Task to complete —
Looking at the material below, work out how many of its lines hold the string "Presidente". Give that figure alone.

Material for this task —
====

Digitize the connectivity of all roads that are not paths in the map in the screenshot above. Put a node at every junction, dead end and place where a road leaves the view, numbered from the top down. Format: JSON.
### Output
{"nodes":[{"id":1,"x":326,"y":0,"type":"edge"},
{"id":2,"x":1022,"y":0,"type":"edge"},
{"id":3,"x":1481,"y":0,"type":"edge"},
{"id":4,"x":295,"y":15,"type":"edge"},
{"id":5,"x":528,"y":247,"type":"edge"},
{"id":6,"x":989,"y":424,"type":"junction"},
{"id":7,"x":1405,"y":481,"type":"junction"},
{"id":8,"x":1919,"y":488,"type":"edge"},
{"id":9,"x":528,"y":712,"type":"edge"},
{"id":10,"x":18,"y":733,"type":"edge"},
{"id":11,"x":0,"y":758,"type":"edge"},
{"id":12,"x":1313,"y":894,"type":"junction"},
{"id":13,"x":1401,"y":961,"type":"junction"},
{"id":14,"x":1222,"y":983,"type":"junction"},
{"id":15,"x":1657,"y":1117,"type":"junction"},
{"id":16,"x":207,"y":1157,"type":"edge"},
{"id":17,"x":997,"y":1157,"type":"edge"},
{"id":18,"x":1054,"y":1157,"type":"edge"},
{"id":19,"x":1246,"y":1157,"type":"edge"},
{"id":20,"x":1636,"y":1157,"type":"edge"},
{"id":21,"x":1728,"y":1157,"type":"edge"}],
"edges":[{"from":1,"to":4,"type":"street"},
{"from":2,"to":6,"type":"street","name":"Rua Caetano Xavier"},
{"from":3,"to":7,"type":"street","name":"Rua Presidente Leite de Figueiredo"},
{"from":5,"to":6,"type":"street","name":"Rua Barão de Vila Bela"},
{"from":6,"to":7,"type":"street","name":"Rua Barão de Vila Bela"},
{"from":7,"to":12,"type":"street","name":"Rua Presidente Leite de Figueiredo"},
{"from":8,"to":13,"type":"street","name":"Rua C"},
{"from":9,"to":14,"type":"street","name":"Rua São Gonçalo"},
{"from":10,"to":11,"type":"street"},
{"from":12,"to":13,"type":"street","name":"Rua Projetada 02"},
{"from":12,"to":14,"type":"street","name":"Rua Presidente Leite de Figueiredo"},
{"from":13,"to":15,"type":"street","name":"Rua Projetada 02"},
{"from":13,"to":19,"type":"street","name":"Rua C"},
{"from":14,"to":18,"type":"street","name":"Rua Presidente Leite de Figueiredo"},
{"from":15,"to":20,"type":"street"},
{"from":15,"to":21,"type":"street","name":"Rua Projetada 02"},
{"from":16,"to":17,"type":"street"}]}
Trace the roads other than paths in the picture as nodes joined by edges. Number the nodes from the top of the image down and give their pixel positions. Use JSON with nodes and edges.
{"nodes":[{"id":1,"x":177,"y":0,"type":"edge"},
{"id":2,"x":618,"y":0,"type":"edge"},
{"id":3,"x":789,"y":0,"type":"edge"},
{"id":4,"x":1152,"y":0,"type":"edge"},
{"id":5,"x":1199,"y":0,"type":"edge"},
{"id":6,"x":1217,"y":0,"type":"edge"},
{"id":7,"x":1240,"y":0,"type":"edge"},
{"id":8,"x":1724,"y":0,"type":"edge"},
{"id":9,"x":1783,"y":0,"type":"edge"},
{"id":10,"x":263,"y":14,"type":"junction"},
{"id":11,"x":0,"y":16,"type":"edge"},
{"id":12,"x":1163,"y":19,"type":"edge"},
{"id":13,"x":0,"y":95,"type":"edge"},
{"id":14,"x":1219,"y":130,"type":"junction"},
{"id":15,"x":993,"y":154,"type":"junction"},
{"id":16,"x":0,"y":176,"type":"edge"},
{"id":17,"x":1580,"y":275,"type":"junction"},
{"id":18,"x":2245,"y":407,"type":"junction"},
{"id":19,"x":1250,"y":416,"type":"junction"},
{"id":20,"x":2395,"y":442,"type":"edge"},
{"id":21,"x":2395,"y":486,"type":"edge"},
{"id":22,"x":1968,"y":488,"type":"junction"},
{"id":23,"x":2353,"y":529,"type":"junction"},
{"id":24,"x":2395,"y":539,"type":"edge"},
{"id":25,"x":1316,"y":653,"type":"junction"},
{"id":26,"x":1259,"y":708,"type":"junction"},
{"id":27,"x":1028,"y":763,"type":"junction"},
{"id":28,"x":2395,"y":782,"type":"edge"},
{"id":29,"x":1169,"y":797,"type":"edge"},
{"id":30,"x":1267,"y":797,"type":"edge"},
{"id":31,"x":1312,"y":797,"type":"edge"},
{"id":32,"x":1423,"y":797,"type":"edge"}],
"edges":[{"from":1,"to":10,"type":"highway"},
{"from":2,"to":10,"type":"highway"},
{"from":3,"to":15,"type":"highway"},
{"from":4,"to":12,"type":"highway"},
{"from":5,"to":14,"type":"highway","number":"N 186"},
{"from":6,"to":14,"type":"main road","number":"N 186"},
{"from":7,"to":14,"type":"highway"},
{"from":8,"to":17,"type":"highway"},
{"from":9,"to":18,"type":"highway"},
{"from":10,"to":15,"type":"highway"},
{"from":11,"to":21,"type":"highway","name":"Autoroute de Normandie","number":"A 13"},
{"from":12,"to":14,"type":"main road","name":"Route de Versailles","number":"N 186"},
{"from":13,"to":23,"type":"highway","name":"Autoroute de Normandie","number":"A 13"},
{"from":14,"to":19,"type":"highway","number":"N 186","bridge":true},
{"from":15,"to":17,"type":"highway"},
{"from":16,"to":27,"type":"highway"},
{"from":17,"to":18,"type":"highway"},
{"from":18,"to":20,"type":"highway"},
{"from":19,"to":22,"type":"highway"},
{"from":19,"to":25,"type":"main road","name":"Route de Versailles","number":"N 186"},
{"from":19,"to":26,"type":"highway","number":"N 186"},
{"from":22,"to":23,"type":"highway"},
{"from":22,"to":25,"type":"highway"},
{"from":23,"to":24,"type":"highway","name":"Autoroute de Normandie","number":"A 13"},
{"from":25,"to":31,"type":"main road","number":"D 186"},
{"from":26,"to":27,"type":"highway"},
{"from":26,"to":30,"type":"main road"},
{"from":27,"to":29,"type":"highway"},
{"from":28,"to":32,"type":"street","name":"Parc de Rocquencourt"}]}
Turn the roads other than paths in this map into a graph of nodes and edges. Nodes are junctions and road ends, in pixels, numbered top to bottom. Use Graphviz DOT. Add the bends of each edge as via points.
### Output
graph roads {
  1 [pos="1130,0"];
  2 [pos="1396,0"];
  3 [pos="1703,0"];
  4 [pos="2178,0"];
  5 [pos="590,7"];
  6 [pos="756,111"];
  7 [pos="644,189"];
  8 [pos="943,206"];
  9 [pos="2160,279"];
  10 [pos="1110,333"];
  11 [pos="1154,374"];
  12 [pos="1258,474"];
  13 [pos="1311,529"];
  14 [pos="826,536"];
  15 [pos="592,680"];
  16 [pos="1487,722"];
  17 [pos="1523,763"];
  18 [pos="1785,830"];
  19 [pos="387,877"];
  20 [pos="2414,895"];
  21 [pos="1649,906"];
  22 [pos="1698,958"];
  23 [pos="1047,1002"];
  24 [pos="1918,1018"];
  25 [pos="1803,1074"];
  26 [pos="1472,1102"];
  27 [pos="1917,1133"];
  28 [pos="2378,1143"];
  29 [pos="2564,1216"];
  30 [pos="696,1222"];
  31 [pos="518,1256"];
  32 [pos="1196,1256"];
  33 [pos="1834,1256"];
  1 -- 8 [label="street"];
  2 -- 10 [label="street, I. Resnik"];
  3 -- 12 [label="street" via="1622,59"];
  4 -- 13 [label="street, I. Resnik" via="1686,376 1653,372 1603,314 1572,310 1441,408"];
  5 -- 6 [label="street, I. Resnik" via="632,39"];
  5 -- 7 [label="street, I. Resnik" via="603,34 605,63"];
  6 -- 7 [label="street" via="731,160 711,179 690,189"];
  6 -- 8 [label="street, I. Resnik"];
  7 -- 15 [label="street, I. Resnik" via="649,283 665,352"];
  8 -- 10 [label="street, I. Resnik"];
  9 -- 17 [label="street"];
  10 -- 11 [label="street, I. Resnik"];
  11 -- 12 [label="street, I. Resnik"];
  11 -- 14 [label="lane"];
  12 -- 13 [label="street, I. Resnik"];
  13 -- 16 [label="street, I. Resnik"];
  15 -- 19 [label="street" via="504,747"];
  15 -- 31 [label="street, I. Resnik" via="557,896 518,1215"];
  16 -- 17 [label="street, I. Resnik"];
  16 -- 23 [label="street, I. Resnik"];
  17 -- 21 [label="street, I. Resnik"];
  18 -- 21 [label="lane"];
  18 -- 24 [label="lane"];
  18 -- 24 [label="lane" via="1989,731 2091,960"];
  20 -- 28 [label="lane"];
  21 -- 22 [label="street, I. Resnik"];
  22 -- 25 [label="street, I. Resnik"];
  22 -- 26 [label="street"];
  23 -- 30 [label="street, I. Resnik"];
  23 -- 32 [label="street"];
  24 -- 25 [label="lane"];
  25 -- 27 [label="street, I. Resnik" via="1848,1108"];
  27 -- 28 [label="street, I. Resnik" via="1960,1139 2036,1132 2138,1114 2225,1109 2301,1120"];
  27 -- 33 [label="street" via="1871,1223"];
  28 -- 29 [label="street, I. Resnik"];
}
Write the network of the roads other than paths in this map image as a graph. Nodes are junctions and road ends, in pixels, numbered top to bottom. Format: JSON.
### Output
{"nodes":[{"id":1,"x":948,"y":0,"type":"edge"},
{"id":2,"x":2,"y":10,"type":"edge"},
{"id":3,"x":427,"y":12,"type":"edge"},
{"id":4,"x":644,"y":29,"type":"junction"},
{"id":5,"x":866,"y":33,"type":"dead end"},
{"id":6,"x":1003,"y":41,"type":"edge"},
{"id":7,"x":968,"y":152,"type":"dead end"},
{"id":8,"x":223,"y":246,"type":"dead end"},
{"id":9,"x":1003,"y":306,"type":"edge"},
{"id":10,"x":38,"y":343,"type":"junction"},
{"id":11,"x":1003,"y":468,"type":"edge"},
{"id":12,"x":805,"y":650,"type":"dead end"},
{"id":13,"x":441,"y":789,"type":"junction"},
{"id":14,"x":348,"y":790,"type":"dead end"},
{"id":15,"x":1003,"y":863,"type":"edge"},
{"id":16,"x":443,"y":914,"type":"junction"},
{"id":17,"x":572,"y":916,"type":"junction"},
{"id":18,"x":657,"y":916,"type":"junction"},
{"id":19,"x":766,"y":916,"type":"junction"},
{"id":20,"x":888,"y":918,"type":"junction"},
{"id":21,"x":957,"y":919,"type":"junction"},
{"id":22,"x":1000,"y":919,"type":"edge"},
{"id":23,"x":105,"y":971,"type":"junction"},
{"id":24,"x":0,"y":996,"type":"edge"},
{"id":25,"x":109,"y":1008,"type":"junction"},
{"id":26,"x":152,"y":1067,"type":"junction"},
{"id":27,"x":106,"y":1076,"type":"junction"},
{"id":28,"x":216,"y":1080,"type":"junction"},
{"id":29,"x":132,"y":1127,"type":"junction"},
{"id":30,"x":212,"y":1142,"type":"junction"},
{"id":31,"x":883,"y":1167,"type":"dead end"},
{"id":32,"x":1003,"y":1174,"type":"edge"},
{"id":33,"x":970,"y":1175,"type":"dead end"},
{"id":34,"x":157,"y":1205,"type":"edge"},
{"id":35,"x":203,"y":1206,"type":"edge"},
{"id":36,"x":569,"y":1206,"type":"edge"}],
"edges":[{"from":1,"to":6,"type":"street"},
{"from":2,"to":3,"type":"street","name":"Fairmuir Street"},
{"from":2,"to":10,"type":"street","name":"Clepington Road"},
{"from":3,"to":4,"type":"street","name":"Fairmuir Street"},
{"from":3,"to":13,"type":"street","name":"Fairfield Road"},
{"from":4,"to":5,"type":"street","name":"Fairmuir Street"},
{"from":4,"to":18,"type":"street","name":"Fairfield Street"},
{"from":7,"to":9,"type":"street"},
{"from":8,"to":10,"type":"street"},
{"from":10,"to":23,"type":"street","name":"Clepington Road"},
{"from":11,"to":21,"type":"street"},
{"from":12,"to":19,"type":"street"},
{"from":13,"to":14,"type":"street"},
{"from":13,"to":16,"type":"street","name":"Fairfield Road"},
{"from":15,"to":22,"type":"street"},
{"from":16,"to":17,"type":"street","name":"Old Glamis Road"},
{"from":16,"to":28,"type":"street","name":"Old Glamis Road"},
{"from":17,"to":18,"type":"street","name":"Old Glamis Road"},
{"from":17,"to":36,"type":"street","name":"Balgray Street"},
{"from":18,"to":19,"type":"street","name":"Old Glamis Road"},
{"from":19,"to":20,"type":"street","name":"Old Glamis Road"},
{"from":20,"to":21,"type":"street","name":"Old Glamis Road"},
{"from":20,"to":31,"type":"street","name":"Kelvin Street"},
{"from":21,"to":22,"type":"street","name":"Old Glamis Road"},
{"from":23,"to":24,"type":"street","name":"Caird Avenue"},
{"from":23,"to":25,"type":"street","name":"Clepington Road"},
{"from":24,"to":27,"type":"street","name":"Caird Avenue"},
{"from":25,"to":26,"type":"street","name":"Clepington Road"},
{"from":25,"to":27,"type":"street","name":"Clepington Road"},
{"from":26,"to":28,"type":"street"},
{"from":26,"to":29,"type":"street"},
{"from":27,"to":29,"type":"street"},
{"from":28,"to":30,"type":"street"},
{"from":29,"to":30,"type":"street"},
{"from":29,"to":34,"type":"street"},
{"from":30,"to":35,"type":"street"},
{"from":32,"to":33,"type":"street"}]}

====

Written response —
4